Required work
Each entry below is to be duplicated precisely.

Extracted records:
══════════
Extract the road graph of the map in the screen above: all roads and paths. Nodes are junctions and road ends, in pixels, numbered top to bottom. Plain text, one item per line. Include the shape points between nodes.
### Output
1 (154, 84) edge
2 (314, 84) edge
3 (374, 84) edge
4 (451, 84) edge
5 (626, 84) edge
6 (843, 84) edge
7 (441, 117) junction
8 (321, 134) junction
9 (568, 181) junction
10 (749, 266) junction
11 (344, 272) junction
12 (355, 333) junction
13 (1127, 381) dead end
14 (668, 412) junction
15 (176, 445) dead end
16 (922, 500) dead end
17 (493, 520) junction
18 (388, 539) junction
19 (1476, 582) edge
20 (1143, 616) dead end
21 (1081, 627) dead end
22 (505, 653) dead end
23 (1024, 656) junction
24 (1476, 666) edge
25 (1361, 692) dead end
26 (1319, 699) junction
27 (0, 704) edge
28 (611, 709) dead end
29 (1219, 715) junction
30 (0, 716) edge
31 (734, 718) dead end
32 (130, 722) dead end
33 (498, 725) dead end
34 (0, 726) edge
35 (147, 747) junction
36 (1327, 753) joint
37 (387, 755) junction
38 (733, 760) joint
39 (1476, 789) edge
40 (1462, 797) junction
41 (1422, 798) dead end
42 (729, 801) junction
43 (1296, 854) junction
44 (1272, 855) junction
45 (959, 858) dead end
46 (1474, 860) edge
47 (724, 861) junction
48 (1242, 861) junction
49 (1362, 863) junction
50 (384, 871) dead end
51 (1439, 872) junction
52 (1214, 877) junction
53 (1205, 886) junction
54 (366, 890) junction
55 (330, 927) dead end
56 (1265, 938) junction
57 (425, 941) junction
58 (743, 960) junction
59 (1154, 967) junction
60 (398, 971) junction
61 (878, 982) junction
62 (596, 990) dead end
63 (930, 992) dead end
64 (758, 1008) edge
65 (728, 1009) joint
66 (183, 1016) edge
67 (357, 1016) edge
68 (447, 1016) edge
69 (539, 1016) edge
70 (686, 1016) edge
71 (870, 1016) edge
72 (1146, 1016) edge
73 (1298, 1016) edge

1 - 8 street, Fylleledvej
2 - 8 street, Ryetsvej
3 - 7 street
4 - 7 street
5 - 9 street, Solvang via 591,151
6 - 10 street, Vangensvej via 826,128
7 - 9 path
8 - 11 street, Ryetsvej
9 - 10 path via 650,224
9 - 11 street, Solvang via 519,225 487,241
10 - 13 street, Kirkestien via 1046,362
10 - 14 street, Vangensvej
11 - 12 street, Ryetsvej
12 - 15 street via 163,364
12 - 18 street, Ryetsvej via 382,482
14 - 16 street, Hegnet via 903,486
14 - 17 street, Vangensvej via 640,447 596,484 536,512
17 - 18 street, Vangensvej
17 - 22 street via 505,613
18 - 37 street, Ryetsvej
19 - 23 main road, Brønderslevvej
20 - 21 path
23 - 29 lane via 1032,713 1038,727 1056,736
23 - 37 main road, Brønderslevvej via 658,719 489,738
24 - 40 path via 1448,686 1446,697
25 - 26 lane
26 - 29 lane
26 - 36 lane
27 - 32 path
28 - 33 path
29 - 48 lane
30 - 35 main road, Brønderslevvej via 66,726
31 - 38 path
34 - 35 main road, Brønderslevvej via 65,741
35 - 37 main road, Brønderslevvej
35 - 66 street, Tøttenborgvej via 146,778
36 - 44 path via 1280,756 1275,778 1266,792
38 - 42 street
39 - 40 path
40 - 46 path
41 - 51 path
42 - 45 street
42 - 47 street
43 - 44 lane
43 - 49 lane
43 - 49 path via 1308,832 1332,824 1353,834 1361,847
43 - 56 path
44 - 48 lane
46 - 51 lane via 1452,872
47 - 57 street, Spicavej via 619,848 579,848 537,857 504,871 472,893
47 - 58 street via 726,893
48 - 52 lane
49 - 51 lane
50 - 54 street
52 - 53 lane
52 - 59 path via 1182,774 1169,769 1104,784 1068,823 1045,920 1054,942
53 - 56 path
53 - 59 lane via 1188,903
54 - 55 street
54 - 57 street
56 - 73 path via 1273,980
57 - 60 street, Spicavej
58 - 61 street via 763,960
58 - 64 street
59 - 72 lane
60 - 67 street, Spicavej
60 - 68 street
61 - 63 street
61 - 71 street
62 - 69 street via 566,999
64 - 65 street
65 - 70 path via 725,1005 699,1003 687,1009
══════════
Solution
Extract the road graph of the map in the screen above: all roads and paths. Nodes are junctions and road ends, in pixels, numbered top to bottom. Plain text, one item per line. Include the shape points between nodes.
### Output
1 (154, 84) edge
2 (314, 84) edge
3 (374, 84) edge
4 (451, 84) edge
5 (626, 84) edge
6 (843, 84) edge
7 (441, 117) junction
8 (321, 134) junction
9 (568, 181) junction
10 (749, 266) junction
11 (344, 272) junction
12 (355, 333) junction
13 (1127, 381) dead end
14 (668, 412) junction
15 (176, 445) dead end
16 (922, 500) dead end
17 (493, 520) junction
18 (388, 539) junction
19 (1476, 582) edge
20 (1143, 616) dead end
21 (1081, 627) dead end
22 (505, 653) dead end
23 (1024, 656) junction
24 (1476, 666) edge
25 (1361, 692) dead end
26 (1319, 699) junction
27 (0, 704) edge
28 (611, 709) dead end
29 (1219, 715) junction
30 (0, 716) edge
31 (734, 718) dead end
32 (130, 722) dead end
33 (498, 725) dead end
34 (0, 726) edge
35 (147, 747) junction
36 (1327, 753) joint
37 (387, 755) junction
38 (733, 760) joint
39 (1476, 789) edge
40 (1462, 797) junction
41 (1422, 798) dead end
42 (729, 801) junction
43 (1296, 854) junction
44 (1272, 855) junction
45 (959, 858) dead end
46 (1474, 860) edge
47 (724, 861) junction
48 (1242, 861) junction
49 (1362, 863) junction
50 (384, 871) dead end
51 (1439, 872) junction
52 (1214, 877) junction
53 (1205, 886) junction
54 (366, 890) junction
55 (330, 927) dead end
56 (1265, 938) junction
57 (425, 941) junction
58 (743, 960) junction
59 (1154, 967) junction
60 (398, 971) junction
61 (878, 982) junction
62 (596, 990) dead end
63 (930, 992) dead end
64 (758, 1008) edge
65 (728, 1009) joint
66 (183, 1016) edge
67 (357, 1016) edge
68 (447, 1016) edge
69 (539, 1016) edge
70 (686, 1016) edge
71 (870, 1016) edge
72 (1146, 1016) edge
73 (1298, 1016) edge

1 - 8 street, Fylleledvej
2 - 8 street, Ryetsvej
3 - 7 street
4 - 7 street
5 - 9 street, Solvang via 591,151
6 - 10 street, Vangensvej via 826,128
7 - 9 path
8 - 11 street, Ryetsvej
9 - 10 path via 650,224
9 - 11 street, Solvang via 519,225 487,241
10 - 13 street, Kirkestien via 1046,362
10 - 14 street, Vangensvej
11 - 12 street, Ryetsvej
12 - 15 street via 163,364
12 - 18 street, Ryetsvej via 382,482
14 - 16 street, Hegnet via 903,486
14 - 17 street, Vangensvej via 640,447 596,484 536,512
17 - 18 street, Vangensvej
17 - 22 street via 505,613
18 - 37 street, Ryetsvej
19 - 23 main road, Brønderslevvej
20 - 21 path
23 - 29 lane via 1032,713 1038,727 1056,736
23 - 37 main road, Brønderslevvej via 658,719 489,738
24 - 40 path via 1448,686 1446,697
25 - 26 lane
26 - 29 lane
26 - 36 lane
27 - 32 path
28 - 33 path
29 - 48 lane
30 - 35 main road, Brønderslevvej via 66,726
31 - 38 path
34 - 35 main road, Brønderslevvej via 65,741
35 - 37 main road, Brønderslevvej
35 - 66 street, Tøttenborgvej via 146,778
36 - 44 path via 1280,756 1275,778 1266,792
38 - 42 street
39 - 40 path
40 - 46 path
41 - 51 path
42 - 45 street
42 - 47 street
43 - 44 lane
43 - 49 lane
43 - 49 path via 1308,832 1332,824 1353,834 1361,847
43 - 56 path
44 - 48 lane
46 - 51 lane via 1452,872
47 - 57 street, Spicavej via 619,848 579,848 537,857 504,871 472,893
47 - 58 street via 726,893
48 - 52 lane
49 - 51 lane
50 - 54 street
52 - 53 lane
52 - 59 path via 1182,774 1169,769 1104,784 1068,823 1045,920 1054,942
53 - 56 path
53 - 59 lane via 1188,903
54 - 55 street
54 - 57 street
56 - 73 path via 1273,980
57 - 60 street, Spicavej
58 - 61 street via 763,960
58 - 64 street
59 - 72 lane
60 - 67 street, Spicavej
60 - 68 street
61 - 63 street
61 - 71 street
62 - 69 street via 566,999
64 - 65 street
65 - 70 path via 725,1005 699,1003 687,1009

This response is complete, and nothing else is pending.